*** RECORDS SHOWN ***

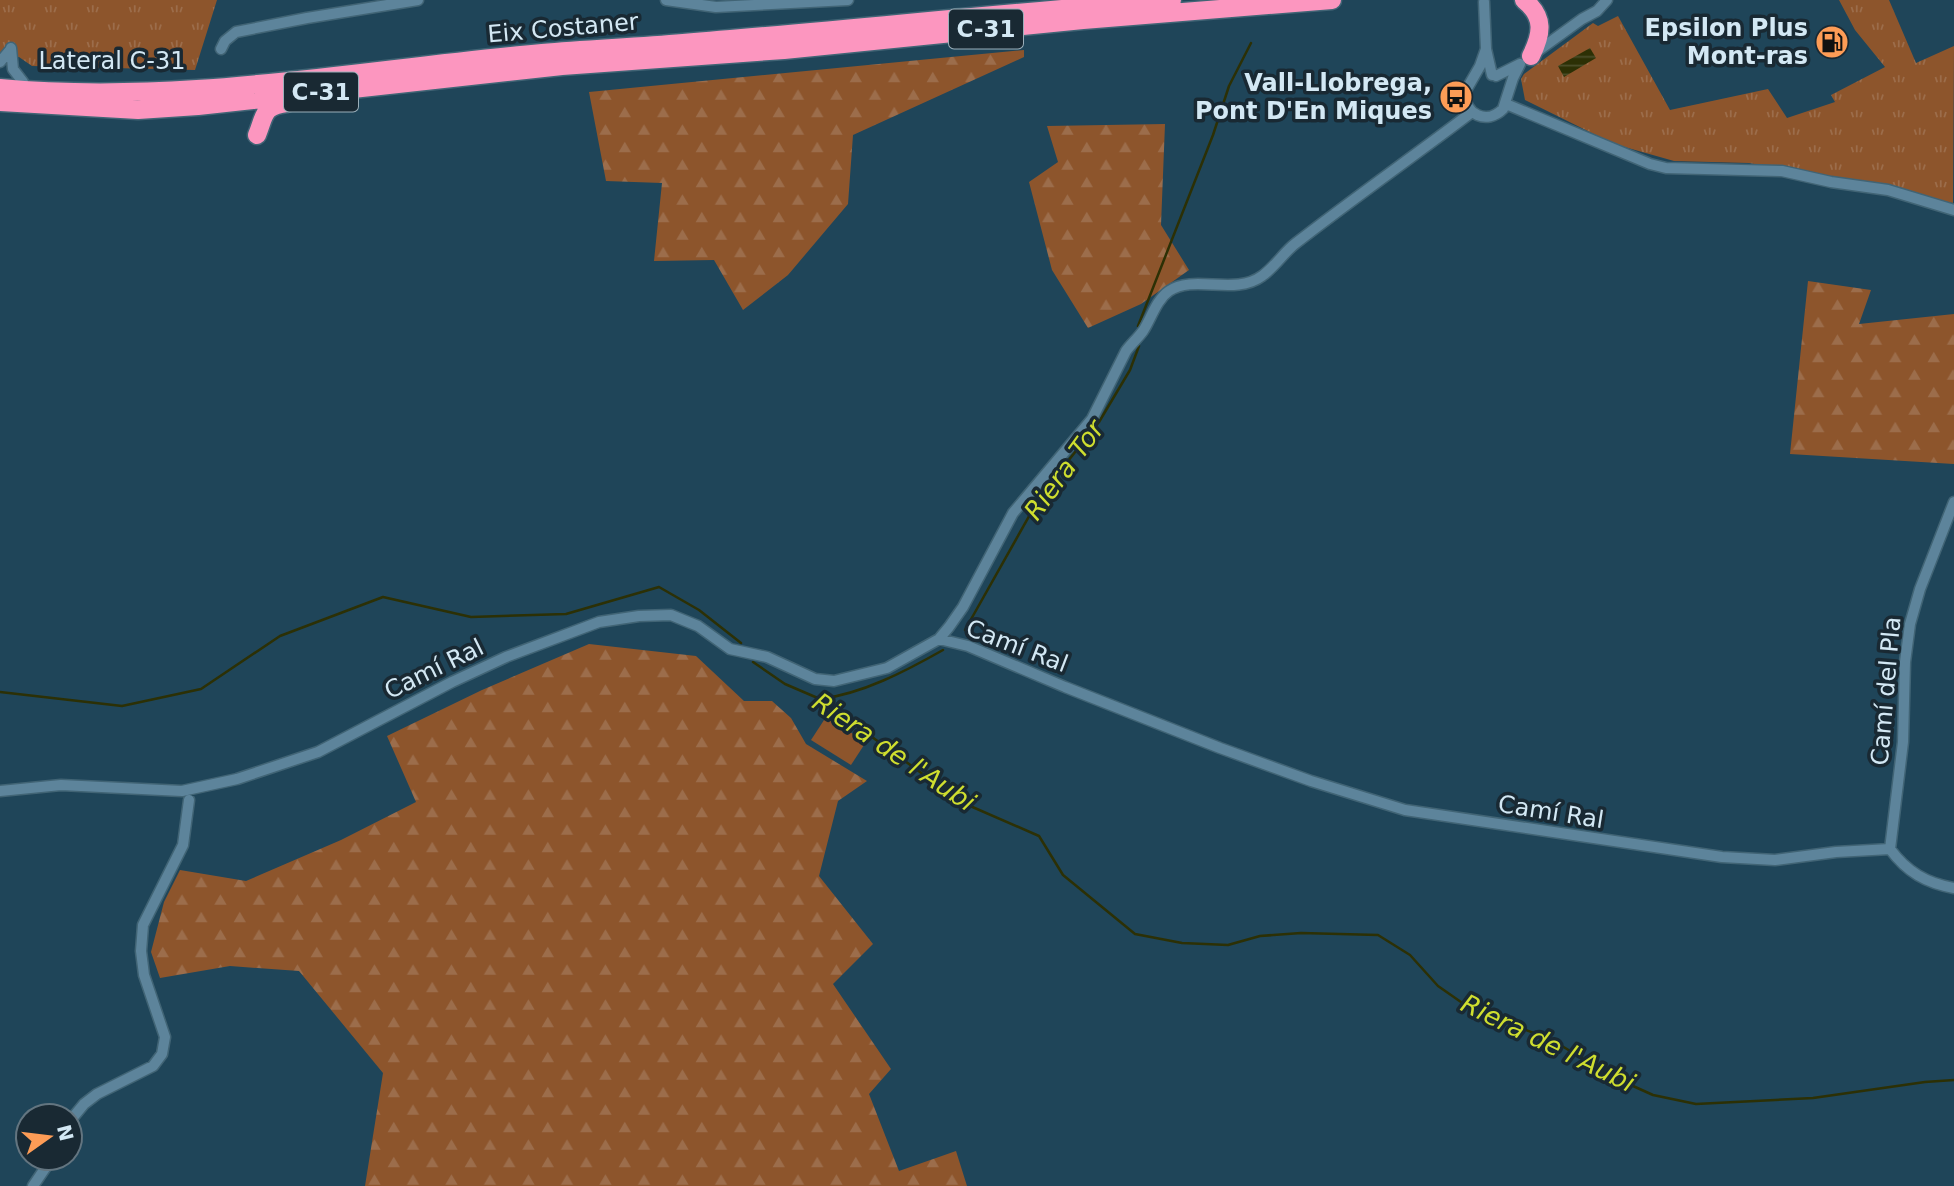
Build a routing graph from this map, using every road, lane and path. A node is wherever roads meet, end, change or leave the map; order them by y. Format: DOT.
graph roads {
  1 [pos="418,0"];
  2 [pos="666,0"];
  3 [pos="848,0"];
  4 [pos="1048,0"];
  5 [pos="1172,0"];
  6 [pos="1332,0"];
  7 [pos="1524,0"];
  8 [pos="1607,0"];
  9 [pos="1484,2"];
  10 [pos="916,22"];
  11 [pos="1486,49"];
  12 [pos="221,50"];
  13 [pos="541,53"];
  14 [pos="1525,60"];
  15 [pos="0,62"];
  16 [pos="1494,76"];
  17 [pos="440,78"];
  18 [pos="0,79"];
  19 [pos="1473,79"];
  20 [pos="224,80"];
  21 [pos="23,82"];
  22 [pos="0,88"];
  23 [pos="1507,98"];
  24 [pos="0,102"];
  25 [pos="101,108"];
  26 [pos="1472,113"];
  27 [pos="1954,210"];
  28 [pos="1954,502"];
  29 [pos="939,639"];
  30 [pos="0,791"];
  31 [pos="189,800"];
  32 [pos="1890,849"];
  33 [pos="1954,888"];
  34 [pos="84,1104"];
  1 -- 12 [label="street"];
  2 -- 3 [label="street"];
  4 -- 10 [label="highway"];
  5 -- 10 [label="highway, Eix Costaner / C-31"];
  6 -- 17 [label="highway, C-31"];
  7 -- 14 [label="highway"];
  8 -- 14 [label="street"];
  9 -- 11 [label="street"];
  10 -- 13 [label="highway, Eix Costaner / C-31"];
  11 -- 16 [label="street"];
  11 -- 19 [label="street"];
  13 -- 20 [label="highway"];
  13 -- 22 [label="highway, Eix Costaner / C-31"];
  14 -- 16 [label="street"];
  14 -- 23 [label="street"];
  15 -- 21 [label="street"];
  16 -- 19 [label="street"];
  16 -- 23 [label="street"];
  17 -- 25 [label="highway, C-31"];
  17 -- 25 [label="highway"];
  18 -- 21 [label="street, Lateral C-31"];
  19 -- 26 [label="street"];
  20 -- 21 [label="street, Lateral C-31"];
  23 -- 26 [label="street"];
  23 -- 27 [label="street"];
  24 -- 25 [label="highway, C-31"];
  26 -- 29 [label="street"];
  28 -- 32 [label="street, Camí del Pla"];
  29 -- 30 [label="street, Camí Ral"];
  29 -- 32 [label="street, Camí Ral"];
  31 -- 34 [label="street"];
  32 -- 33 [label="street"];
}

*** End of RECORDS SHOWN ***

▸ WHAT YOU SHOULD DO:
Count every line above that includes the string "graph", and answer with the count only.

▸ WRITTEN REPLY:
2